Il procuratore Luigi Patronaggio, con l'aggiunto Salvatore Vella, hanno chiesto appunto la convalida per i reati 1100 del codice della navigazione che è resistenza a nave da guerra e 337 del codice penale, resistenza a pubblico ufficiale, e hanno chiesto per lei il divieto di dimora ad Agrigento e nella sua provincia, come misura cautelare. Il giudice per le indagini preliminari è Alessandra Vella.
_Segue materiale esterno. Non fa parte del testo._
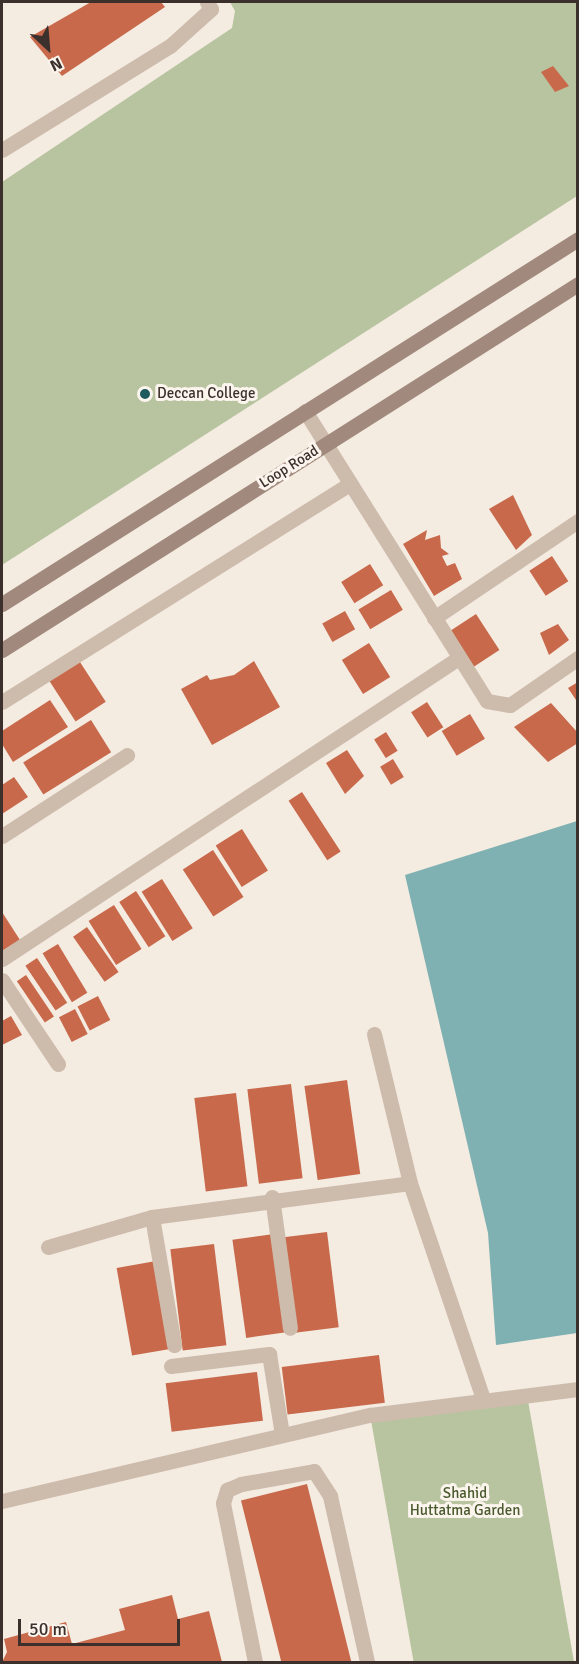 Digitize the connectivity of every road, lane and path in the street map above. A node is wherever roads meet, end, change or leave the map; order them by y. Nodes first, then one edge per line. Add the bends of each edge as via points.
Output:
1 (207, 2) edge
2 (2, 150) edge
3 (578, 239) edge
4 (578, 284) edge
5 (305, 411) junction
6 (324, 444) junction
7 (349, 484) junction
8 (578, 521) edge
9 (2, 604) edge
10 (434, 618) junction
11 (2, 650) edge
12 (578, 657) edge
13 (457, 659) junction
14 (2, 702) edge
15 (127, 754) dead end
16 (2, 836) edge
17 (2, 960) edge
18 (2, 980) edge
19 (374, 1034) dead end
20 (58, 1064) dead end
21 (410, 1183) junction
22 (272, 1197) junction
23 (152, 1217) junction
24 (48, 1247) dead end
25 (290, 1328) dead end
26 (174, 1345) dead end
27 (171, 1366) dead end
28 (578, 1389) edge
29 (484, 1401) junction
30 (282, 1434) junction
31 (2, 1501) edge
32 (255, 1662) edge
33 (367, 1662) edge

1 - 2 street via 212,9 170,46 43,119
3 - 5 main road
4 - 6 main road, Loop Road
5 - 6 street
5 - 9 main road
6 - 7 street
6 - 11 main road, Loop Road
7 - 10 street
7 - 14 street
8 - 10 street
10 - 13 street
12 - 13 street via 510,705 498,707 487,701
13 - 17 street
15 - 16 street
18 - 20 street
19 - 21 street
21 - 22 street
21 - 29 street
22 - 23 street
22 - 25 street
23 - 24 street
23 - 26 street
27 - 30 street via 269,1354
28 - 29 street
29 - 30 street via 370,1415
30 - 31 street
32 - 33 street via 223,1503 227,1490 314,1471 330,1496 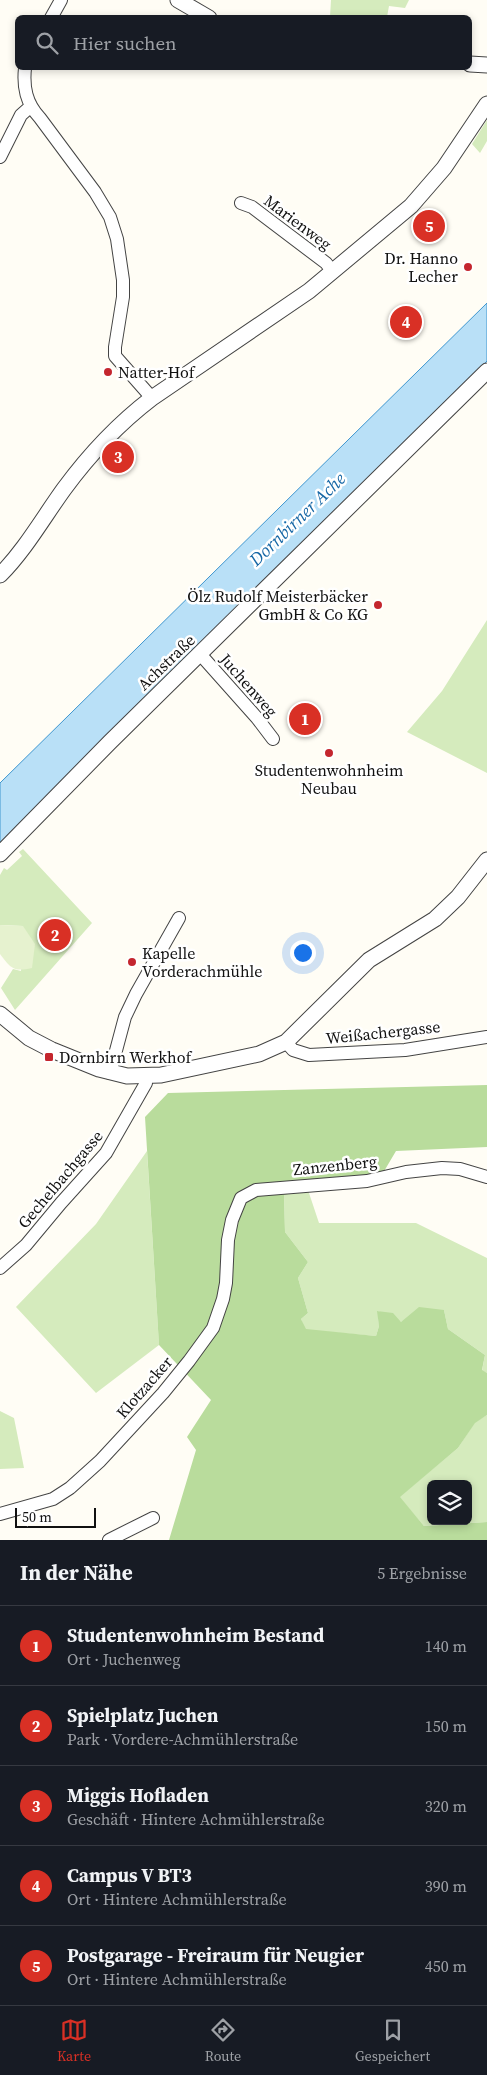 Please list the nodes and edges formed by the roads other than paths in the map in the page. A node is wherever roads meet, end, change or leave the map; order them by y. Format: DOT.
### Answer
graph roads {
  1 [pos="61,0"];
  2 [pos="178,0"];
  3 [pos="53,15"];
  4 [pos="204,15"];
  5 [pos="472,64"];
  6 [pos="487,65"];
  7 [pos="25,70"];
  8 [pos="487,104"];
  9 [pos="30,107"];
  10 [pos="0,157"];
  11 [pos="241,203"];
  12 [pos="333,272"];
  13 [pos="487,371"];
  14 [pos="152,398"];
  15 [pos="0,575"];
  16 [pos="200,654"];
  17 [pos="273,739"];
  18 [pos="0,854"];
  19 [pos="487,860"];
  20 [pos="179,918"];
  21 [pos="0,1014"];
  22 [pos="487,1037"];
  23 [pos="286,1042"];
  24 [pos="110,1073"];
  25 [pos="146,1076"];
  26 [pos="487,1177"];
  27 [pos="232,1220"];
  28 [pos="0,1268"];
  29 [pos="0,1514"];
  30 [pos="153,1518"];
  31 [pos="109,1540"];
  1 -- 3 [label="street"];
  2 -- 4 [label="street"];
  5 -- 6 [label="street"];
  7 -- 9 [label="street"];
  8 -- 12 [label="street"];
  9 -- 10 [label="street"];
  9 -- 14 [label="street"];
  11 -- 12 [label="street, Marienweg"];
  12 -- 14 [label="street"];
  13 -- 16 [label="street, Achstraße"];
  14 -- 15 [label="street"];
  16 -- 17 [label="street, Juchenweg"];
  16 -- 18 [label="street, Achstraße"];
  19 -- 23 [label="street"];
  20 -- 24 [label="street"];
  21 -- 24 [label="street"];
  22 -- 23 [label="street, Weißachergasse"];
  23 -- 25 [label="street"];
  24 -- 25 [label="street"];
  25 -- 28 [label="street, Gechelbachgasse"];
  26 -- 27 [label="street, Zanzenberg"];
  27 -- 29 [label="street, Klotzacker"];
  30 -- 31 [label="street"];
} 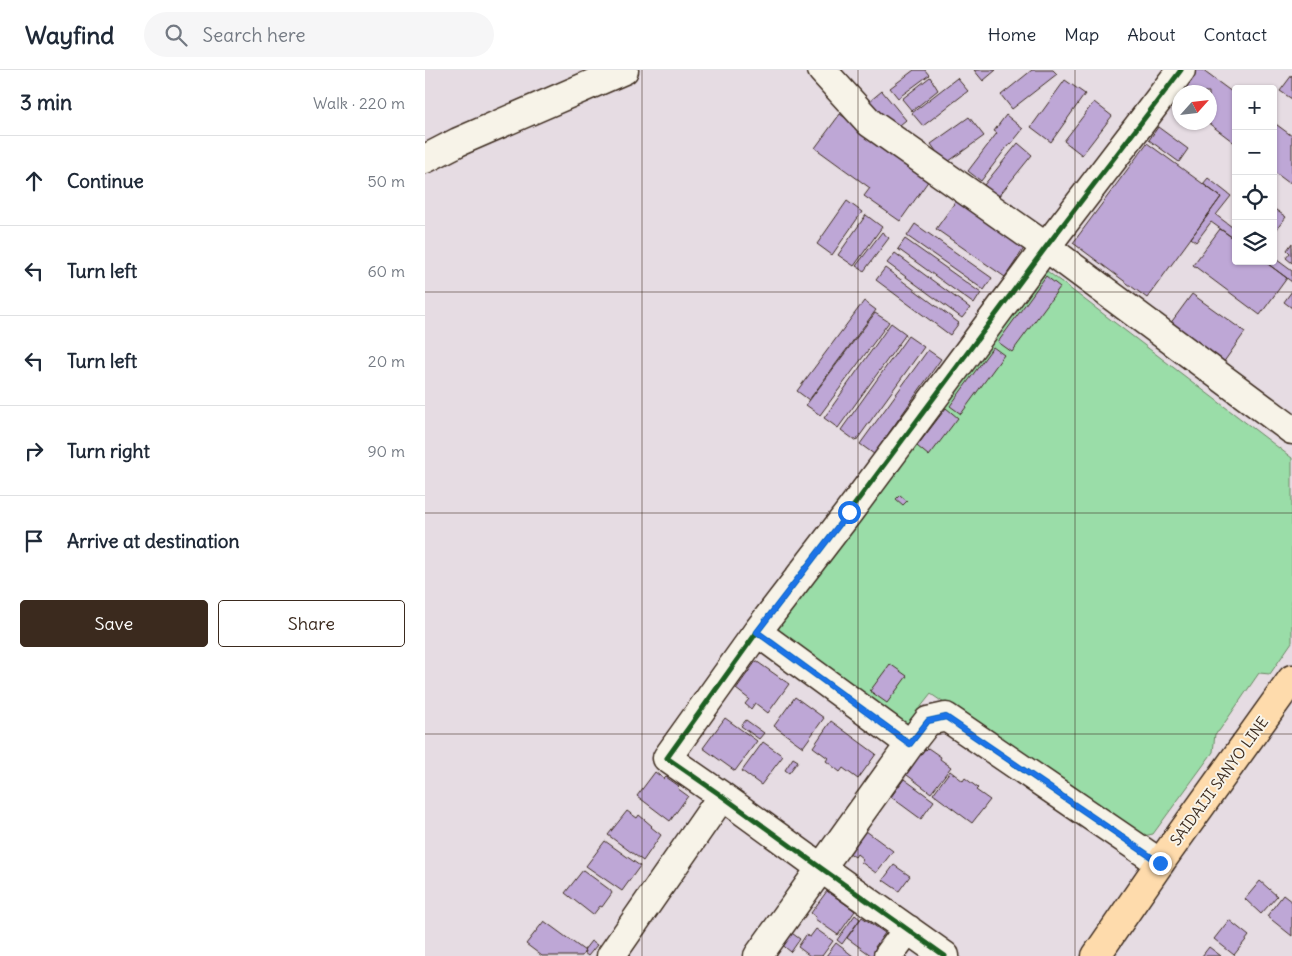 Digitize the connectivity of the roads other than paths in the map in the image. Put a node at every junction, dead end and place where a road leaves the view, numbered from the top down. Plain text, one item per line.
1 (624, 70) edge
2 (822, 70) edge
3 (1181, 70) edge
4 (425, 159) edge
5 (1046, 248) junction
6 (1292, 430) edge
7 (757, 632) junction
8 (1292, 680) edge
9 (910, 744) junction
10 (722, 796) junction
11 (1160, 863) junction
12 (821, 868) junction
13 (907, 929) junction
14 (611, 956) edge
15 (758, 956) edge
16 (889, 956) edge
17 (945, 956) edge
18 (1095, 956) edge

1 - 4 street
2 - 5 street
3 - 5 street
5 - 6 street
5 - 7 street
7 - 9 street
7 - 10 street
8 - 11 main road, SAIDAIJI SANYO LINE
9 - 11 street
9 - 12 street
10 - 12 street
10 - 14 street
11 - 18 main road, SAIDAIJI SANYO LINE
12 - 13 street
12 - 15 street
13 - 16 street
13 - 17 street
La capitana della nave dell'ong tedesca, che batte bandiera olandese era arrivata oggi pomeriggio intorno alle 15, scortata dalla Guardia di finanza. "Credevo che la motovedetta si spostasse, non volevo colpirli", ha spiegato durante l'interrogatorio, al gip Alessandra Vella.

"Risponderà a tutte le domande del giudice, la signora Rackete ha agito in uno stato di necessità e non aveva alcuna intenzione di usare violenza nei confronti degli uomini delle Fiamme Gialle", aveva spiegato, prima di entrare in aula per l'interrogatorio, l'avvocato Leonardo Marino, uno dei difensori di Rackete. "La mia assistita ha cercato in ogni modo di evitare questo epilogo – ha aggiunto il legale – ma non poteva attendere oltre, la situazione a bordo della nave era drammatica".

In difesa della capitana della nave dell'ong è intervenuto anche il padre, Ekkehart Rackete, che, contattato dall'agenzia Dpa, spera in un intervento del governo tedesco: "Penso che la pressione internazionale sul governo italiano farà la differenza". L'uomo considera l'Italia "uno Stato di diritto" e ha raccontato di aver parlato al telefono con la figlia: "È divertente come sempre e mi è sembrata tranquilla". E ancora: "Sono molto orgoglioso di lei. Ha fatto quello che doveva essere fatto", aggiungendo che quando è partita per Malta per assumere il comando della Sea Watch 3 "era consapevole della portata della sua decisione, prima ha preso contatto con una legale. Lei sa sempre con esattezza cosa fa: non è una che va in sandali sul Monte Everest", sottolineando che in famiglia e tra gli amici "tutti hanno espresso pieno appoggio alle scelte di Carola".